Nina Bernstein's Magic by the Book has a similar premise to series I've enjoyed for younger kids - Mary Pope Osborne's delightful Magic Tree House stories and David McPhail's Edward series (e.g. Edward in the Jungle). In all of them, kids are transported to fictional realms of adventure via the magic in a book.

The summer stretches ahead of three children - Anne (11), Emily (9) and Will (6). They've been to the library and filled a basket with books, 'greedy for the long, lazy days of reading ahead.' Will is playing ball with neighbors when Anne and Emily notice a book they don't remember picking from library shelves. Stamped inside, they find 'Date Due: Not Yet.' When they open the book, it describes them, right where they are under a 'copper beech tree'. Reading on, they're pulled into an adventure in one of their favorite stories, in Sherwood Forest, where they soon meet Robin Hood and Maid Marion. Though they make foolish mistakes, they also use details they remember from Robin Hood and The Scarlet Pimpernel to survive medieval dangers and win the day.
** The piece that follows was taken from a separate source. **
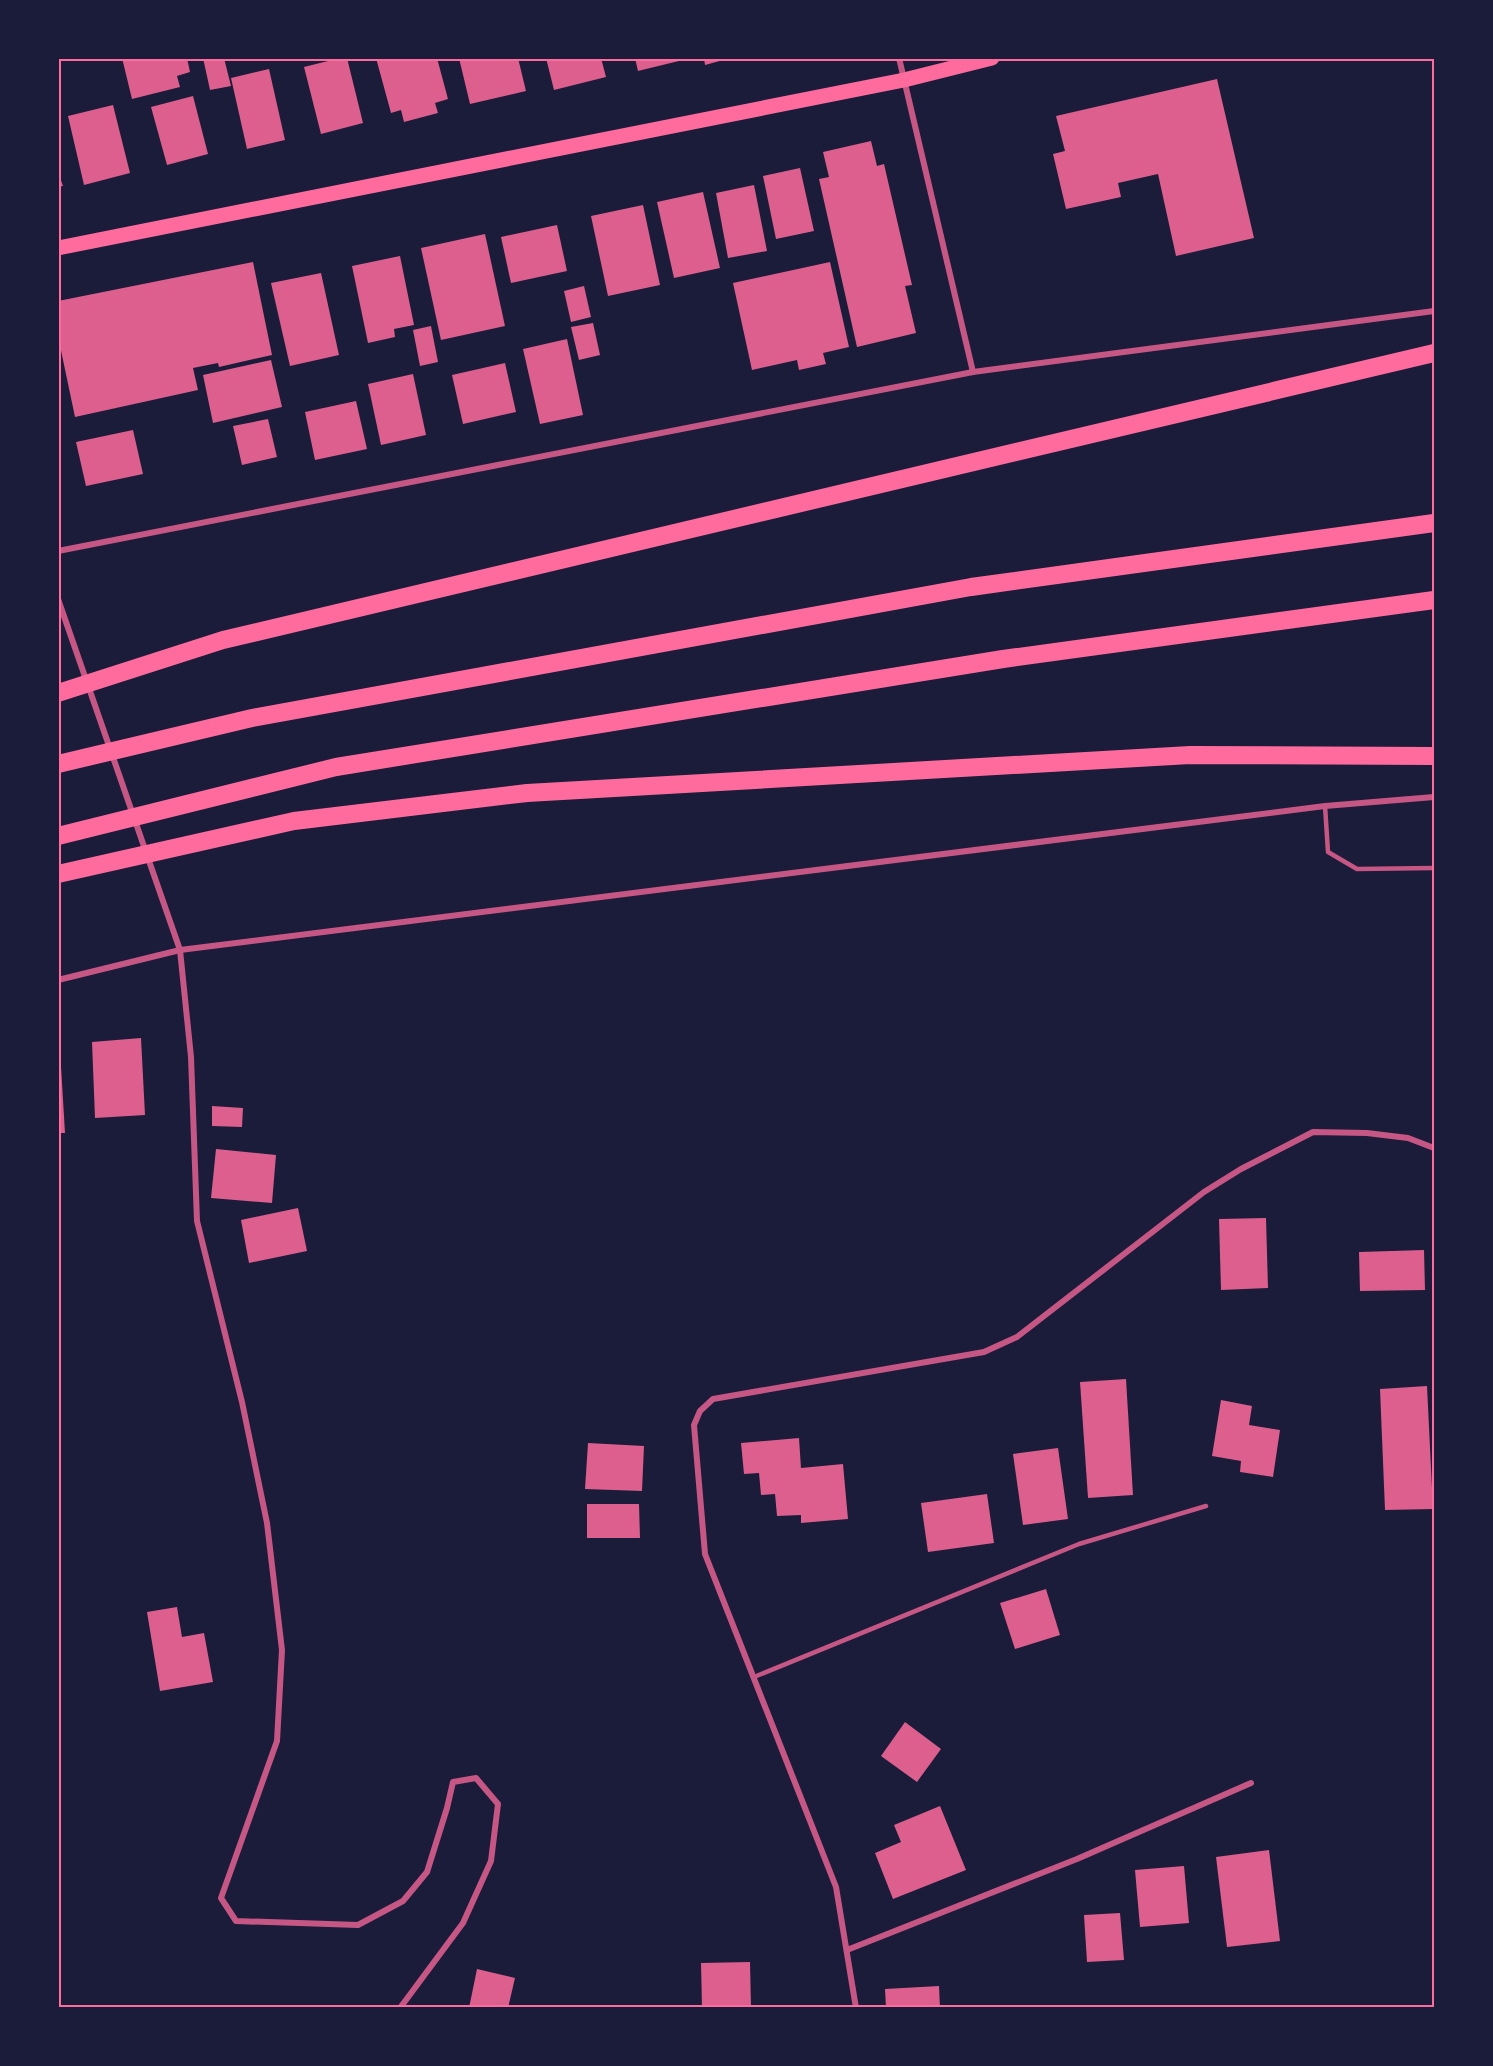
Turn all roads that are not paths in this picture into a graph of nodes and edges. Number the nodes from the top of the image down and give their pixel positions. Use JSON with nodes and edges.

Next, it's Will's turn to stumble on the book and fall into adventure. His sojourn reflects his fascination with insects. Will ends up in Jardinia, a world of giant bugs, where small Gnomblins send him on a series of thrilling quests. They quote rhymes to him, including the phrase 'For when there's a will, there's a way'. Young Will feasts on giant raspberries, rides a grasshopper, and defeats the evil Forficula, Sorceror of Death Mountain. Though the magic seems to prevent their parents from worrying about Will's absence, Anne and Emily do, and feel guilty for having excluded him from their games. But Will meets all the Gnomblins' challenges, saves Jardinia, and even sorts out his reading difficulties along the way.
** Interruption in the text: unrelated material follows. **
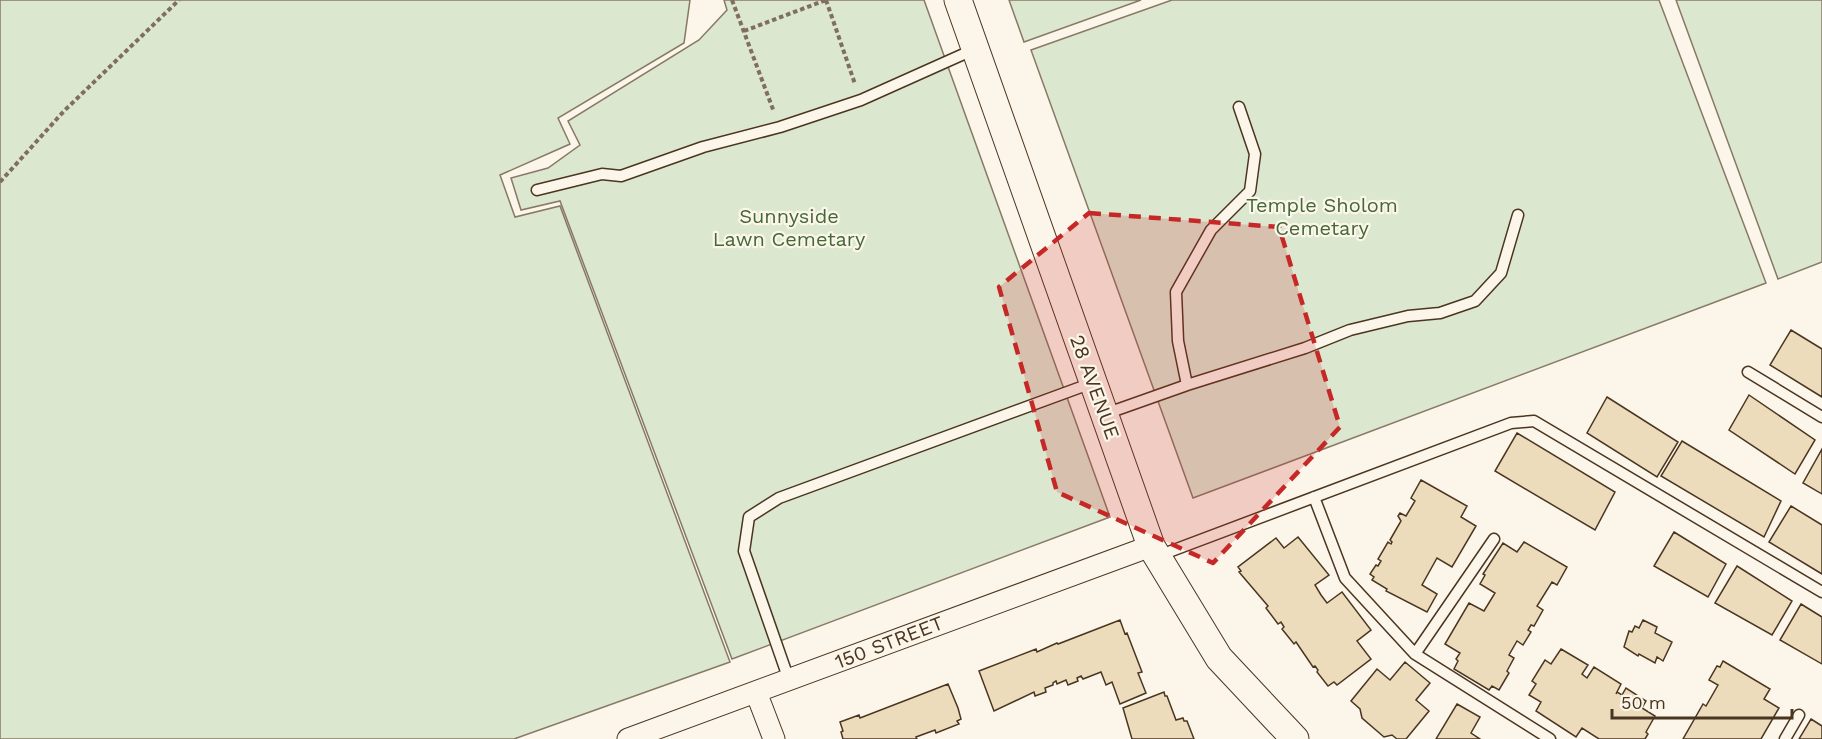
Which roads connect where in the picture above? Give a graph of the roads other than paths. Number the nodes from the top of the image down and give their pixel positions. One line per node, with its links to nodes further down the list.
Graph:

The third adventure begins after the book is stolen by a suspicious character. All three siblings fall into the world of Tolstoy's War and Peace, which Anne has been reading. This time, they must remember a riddle song sung by their mother and a story told by their father in order to save, not only themselves, but also the magical book, from a werewolf sorceror. Magic by the Book celebrates reading by basing an entertaining set of adventures on volumes that can be found in any library - it's a good choice for the middle school crowd.